The D-pad does give you slight control of the camera angle, but it’s ultimately just a useless tease. You cycle through weapons by repeatedly pressing the same button, and to reload, you shake the Wiimote, which also manages to totally fuck up your calibration for a while. You also have a knife for slashing pesky critters that get up all in your face, which requires pressing the A button and swiping with the Wiimote. Instead of shooting items you want to pick up, you have to press A while your cursor is hovering over them, which requires being damn fast. Most annoyingly, you have to press A and hit B to throw a grenade, which you end up doing accidentally. A LOT.

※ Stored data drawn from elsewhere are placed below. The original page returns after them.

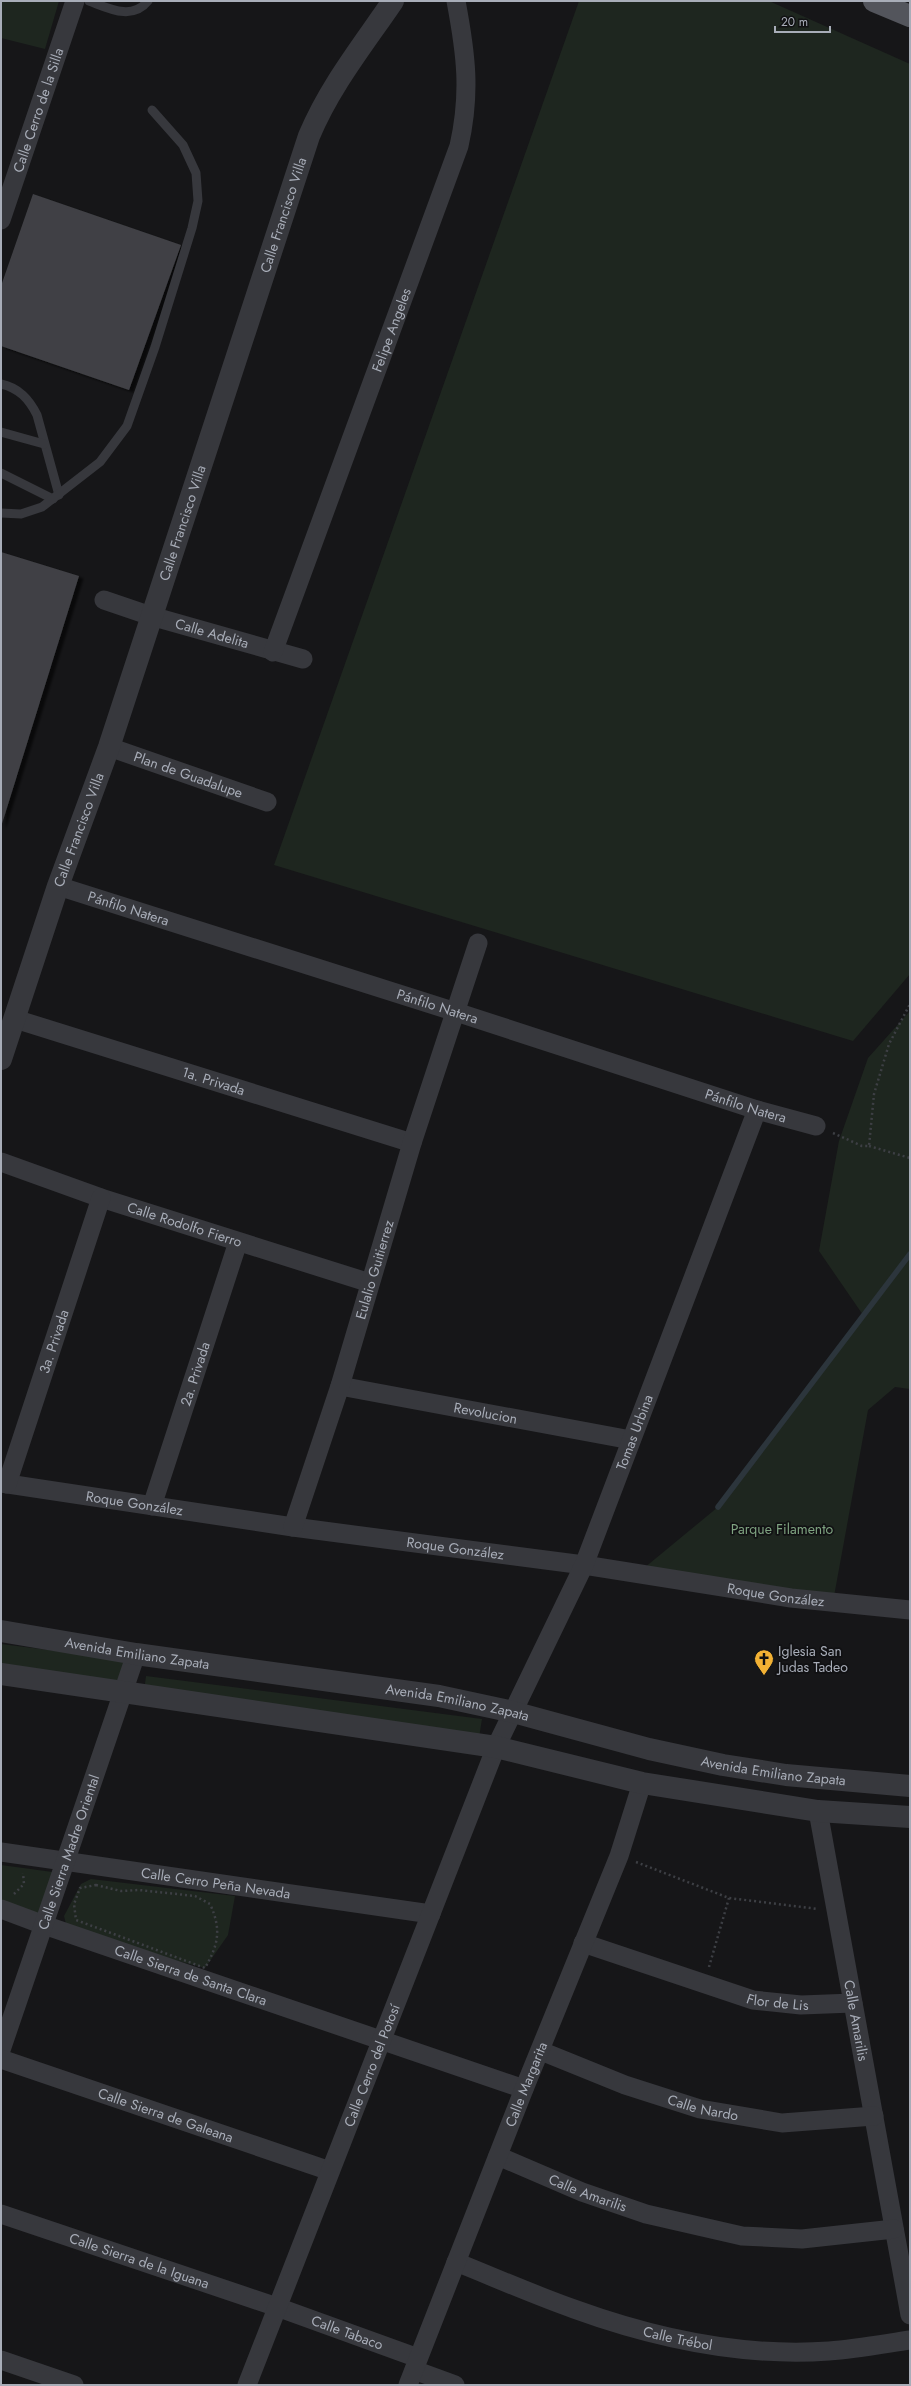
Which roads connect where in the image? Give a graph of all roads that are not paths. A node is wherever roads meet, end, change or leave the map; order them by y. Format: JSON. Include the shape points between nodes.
{"nodes":[{"id":1,"x":75,"y":1,"type":"edge"},
{"id":2,"x":89,"y":1,"type":"edge"},
{"id":3,"x":148,"y":1,"type":"edge"},
{"id":4,"x":393,"y":1,"type":"edge"},
{"id":5,"x":456,"y":1,"type":"edge"},
{"id":6,"x":874,"y":1,"type":"edge"},
{"id":7,"x":910,"y":16,"type":"edge"},
{"id":8,"x":152,"y":110,"type":"dead end"},
{"id":9,"x":1,"y":220,"type":"edge"},
{"id":10,"x":1,"y":384,"type":"edge"},
{"id":11,"x":1,"y":432,"type":"edge"},
{"id":12,"x":44,"y":444,"type":"junction"},
{"id":13,"x":1,"y":473,"type":"edge"},
{"id":14,"x":56,"y":497,"type":"junction"},
{"id":15,"x":1,"y":513,"type":"edge"},
{"id":16,"x":104,"y":600,"type":"dead end"},
{"id":17,"x":151,"y":616,"type":"junction"},
{"id":18,"x":273,"y":652,"type":"junction"},
{"id":19,"x":303,"y":659,"type":"dead end"},
{"id":20,"x":109,"y":747,"type":"junction"},
{"id":21,"x":268,"y":802,"type":"dead end"},
{"id":22,"x":58,"y":886,"type":"junction"},
{"id":23,"x":478,"y":943,"type":"dead end"},
{"id":24,"x":456,"y":1012,"type":"junction"},
{"id":25,"x":15,"y":1019,"type":"junction"},
{"id":26,"x":1,"y":1056,"type":"edge"},
{"id":27,"x":757,"y":1110,"type":"junction"},
{"id":28,"x":816,"y":1126,"type":"road end"},
{"id":29,"x":412,"y":1143,"type":"junction"},
{"id":30,"x":1,"y":1162,"type":"edge"},
{"id":31,"x":102,"y":1198,"type":"junction"},
{"id":32,"x":238,"y":1242,"type":"junction"},
{"id":33,"x":370,"y":1283,"type":"junction"},
{"id":34,"x":340,"y":1386,"type":"junction"},
{"id":35,"x":631,"y":1440,"type":"junction"},
{"id":36,"x":4,"y":1484,"type":"edge"},
{"id":37,"x":152,"y":1506,"type":"junction"},
{"id":38,"x":293,"y":1527,"type":"junction"},
{"id":39,"x":584,"y":1565,"type":"junction"},
{"id":40,"x":910,"y":1610,"type":"edge"},
{"id":41,"x":1,"y":1631,"type":"edge"},
{"id":42,"x":136,"y":1654,"type":"junction"},
{"id":43,"x":1,"y":1674,"type":"edge"},
{"id":44,"x":123,"y":1693,"type":"junction"},
{"id":45,"x":513,"y":1712,"type":"junction"},
{"id":46,"x":496,"y":1747,"type":"junction"},
{"id":47,"x":642,"y":1783,"type":"junction"},
{"id":48,"x":910,"y":1786,"type":"edge"},
{"id":49,"x":818,"y":1811,"type":"junction"},
{"id":50,"x":910,"y":1817,"type":"edge"},
{"id":51,"x":1,"y":1852,"type":"edge"},
{"id":52,"x":65,"y":1862,"type":"junction"},
{"id":53,"x":5,"y":1903,"type":"edge"},
{"id":54,"x":431,"y":1914,"type":"junction"},
{"id":55,"x":44,"y":1925,"type":"junction"},
{"id":56,"x":583,"y":1943,"type":"junction"},
{"id":57,"x":853,"y":2003,"type":"junction"},
{"id":58,"x":382,"y":2039,"type":"junction"},
{"id":59,"x":1,"y":2050,"type":"edge"},
{"id":60,"x":541,"y":2051,"type":"junction"},
{"id":61,"x":1,"y":2059,"type":"edge"},
{"id":62,"x":524,"y":2089,"type":"junction"},
{"id":63,"x":874,"y":2116,"type":"junction"},
{"id":64,"x":498,"y":2156,"type":"junction"},
{"id":65,"x":330,"y":2172,"type":"junction"},
{"id":66,"x":1,"y":2214,"type":"edge"},
{"id":67,"x":894,"y":2229,"type":"junction"},
{"id":68,"x":456,"y":2262,"type":"junction"},
{"id":69,"x":277,"y":2307,"type":"junction"},
{"id":70,"x":910,"y":2315,"type":"edge"},
{"id":71,"x":910,"y":2340,"type":"edge"},
{"id":72,"x":1,"y":2360,"type":"edge"},
{"id":73,"x":413,"y":2371,"type":"edge"},
{"id":74,"x":74,"y":2385,"type":"edge"},
{"id":75,"x":247,"y":2385,"type":"edge"},
{"id":76,"x":454,"y":2385,"type":"edge"}],
"edges":[{"from":1,"to":9,"type":"street","name":"Calle Cerro de la Silla"},
{"from":2,"to":3,"type":"lane","via":[[128,12],[144,6]]},
{"from":4,"to":17,"type":"street","name":"Calle Francisco Villa","via":[[341,74],[321,107],[309,136]]},
{"from":5,"to":18,"type":"street","name":"Felipe Angeles","via":[[465,48],[468,88],[466,116],[459,146]]},
{"from":6,"to":7,"type":"main road"},
{"from":8,"to":14,"type":"lane","via":[[183,145],[196,173],[198,201],[192,228],[127,426],[100,462]]},
{"from":10,"to":12,"type":"lane","via":[[24,395],[31,404],[37,415]]},
{"from":11,"to":12,"type":"lane"},
{"from":12,"to":14,"type":"lane"},
{"from":13,"to":14,"type":"lane"},
{"from":14,"to":15,"type":"lane","via":[[31,512]]},
{"from":16,"to":17,"type":"street","name":"Calle Adelita"},
{"from":17,"to":18,"type":"street","name":"Calle Adelita"},
{"from":17,"to":20,"type":"street","name":"Calle Francisco Villa"},
{"from":18,"to":19,"type":"street","name":"Calle Adelita"},
{"from":20,"to":21,"type":"street","name":"Plan de Guadalupe"},
{"from":20,"to":22,"type":"street","name":"Calle Francisco Villa"},
{"from":22,"to":24,"type":"street","name":"Pánfilo Natera"},
{"from":22,"to":25,"type":"street","name":"Calle Francisco Villa"},
{"from":23,"to":24,"type":"street","name":"Eulalio Guitierrez"},
{"from":24,"to":27,"type":"street","name":"Pánfilo Natera"},
{"from":24,"to":29,"type":"street","name":"Eulalio Guitierrez"},
{"from":25,"to":26,"type":"street","name":"Calle Francisco Villa"},
{"from":25,"to":29,"type":"street","name":"1a. Privada"},
{"from":27,"to":28,"type":"street","name":"Pánfilo Natera"},
{"from":27,"to":35,"type":"street","name":"Tomas Urbina"},
{"from":29,"to":33,"type":"street","name":"Eulalio Guitierrez"},
{"from":30,"to":31,"type":"street","name":"Calle Rodolfo Fierro"},
{"from":31,"to":32,"type":"street","name":"Calle Rodolfo Fierro"},
{"from":31,"to":36,"type":"street","name":"3a. Privada"},
{"from":32,"to":33,"type":"street","name":"Calle Rodolfo Fierro"},
{"from":32,"to":37,"type":"street","name":"2a. Privada"},
{"from":33,"to":34,"type":"street","name":"Eulalio Guitierrez"},
{"from":34,"to":35,"type":"street","name":"Revolucion"},
{"from":34,"to":38,"type":"street","name":"Eulalio Guitierrez"},
{"from":35,"to":39,"type":"street","name":"Tomas Urbina"},
{"from":36,"to":37,"type":"street","name":"Roque González"},
{"from":37,"to":38,"type":"street","name":"Roque González"},
{"from":38,"to":39,"type":"street","name":"Roque González"},
{"from":39,"to":40,"type":"street","name":"Roque González","via":[[791,1598]]},
{"from":39,"to":45,"type":"street","name":"Tomas Urbina"},
{"from":41,"to":42,"type":"street","name":"Avenida Emiliano Zapata"},
{"from":42,"to":44,"type":"street","name":"Calle Sierra Madre Oriental"},
{"from":42,"to":45,"type":"street","name":"Avenida Emiliano Zapata","via":[[439,1696]]},
{"from":43,"to":44,"type":"street"},
{"from":44,"to":46,"type":"street"},
{"from":44,"to":52,"type":"street","name":"Calle Sierra Madre Oriental"},
{"from":45,"to":46,"type":"street","name":"Tomas Urbina"},
{"from":45,"to":48,"type":"street","name":"Avenida Emiliano Zapata","via":[[649,1749],[723,1765],[786,1775]]},
{"from":46,"to":47,"type":"street"},
{"from":46,"to":54,"type":"street","name":"Calle Cerro del Potosí"},
{"from":47,"to":49,"type":"street"},
{"from":47,"to":56,"type":"street","name":"Calle Margarita","via":[[619,1856]]},
{"from":49,"to":50,"type":"street"},
{"from":49,"to":57,"type":"street","name":"Calle Amarilis"},
{"from":51,"to":52,"type":"street","name":"Calle Cerro Peña Nevada"},
{"from":52,"to":54,"type":"street","name":"Calle Cerro Peña Nevada"},
{"from":52,"to":55,"type":"street","name":"Calle Sierra Madre Oriental"},
{"from":53,"to":55,"type":"street","name":"Calle Sierra de Santa Clara"},
{"from":54,"to":58,"type":"street","name":"Calle Cerro del Potosí"},
{"from":55,"to":58,"type":"street","name":"Calle Sierra de Santa Clara"},
{"from":55,"to":59,"type":"street","name":"Calle Sierra Madre Oriental"},
{"from":56,"to":57,"type":"street","name":"Flor de Lis","via":[[753,2000],[777,2004]]},
{"from":56,"to":60,"type":"street","name":"Calle Margarita"},
{"from":57,"to":63,"type":"street","name":"Calle Amarilis"},
{"from":58,"to":62,"type":"street","name":"Calle Sierra de Santa Clara"},
{"from":58,"to":65,"type":"street","name":"Calle Cerro del Potosí"},
{"from":60,"to":62,"type":"street","name":"Calle Margarita"},
{"from":60,"to":63,"type":"street","name":"Calle Nardo","via":[[625,2085],[700,2109],[782,2123]]},
{"from":61,"to":65,"type":"street","name":"Calle Sierra de Galeana"},
{"from":62,"to":64,"type":"street","name":"Calle Margarita"},
{"from":63,"to":67,"type":"street","name":"Calle Amarilis"},
{"from":64,"to":67,"type":"street","name":"Calle Amarilis","via":[[582,2192],[646,2214],[742,2236],[802,2239]]},
{"from":64,"to":68,"type":"street","name":"Calle Margarita"},
{"from":65,"to":69,"type":"street","name":"Calle Cerro del Potosí"},
{"from":66,"to":69,"type":"street","name":"Calle Sierra de la Iguana"},
{"from":67,"to":70,"type":"street","name":"Calle Amarilis"},
{"from":68,"to":71,"type":"street","name":"Calle Trébol","via":[[574,2310],[668,2336],[705,2343],[748,2349],[829,2351]]},
{"from":68,"to":73,"type":"street","name":"Calle Margarita"},
{"from":69,"to":73,"type":"street","name":"Calle Tabaco"},
{"from":69,"to":75,"type":"street","name":"Calle Cerro del Potosí"},
{"from":72,"to":74,"type":"street"},
{"from":73,"to":76,"type":"street","name":"Calle Tabaco"}]}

Guns can be built up and carry into repeat plays. Heath sprays you pick up are used as an “extra life,” while healing herbs are applied immediately. If you grab one and don’t need it, it’s sort of wasted, but not really since you can’t go back for it anyway.

The game is broken down by chapters (3 stages in each) with no choice of when to save, so you have to get through a chapter from start to finish. The game autosaves and you have checkpoints. When you die, you can continue, but it kicks you back to the last checkpoint, not right where you left off.

The game automatically sends you through most doors, but occasionally you have to hit a button to go through a door, even though it’s the ONLY choice you have. Dumb. There are also points at which you can choose different to take paths, but they only temporarily go different ways before merging back to the same destination.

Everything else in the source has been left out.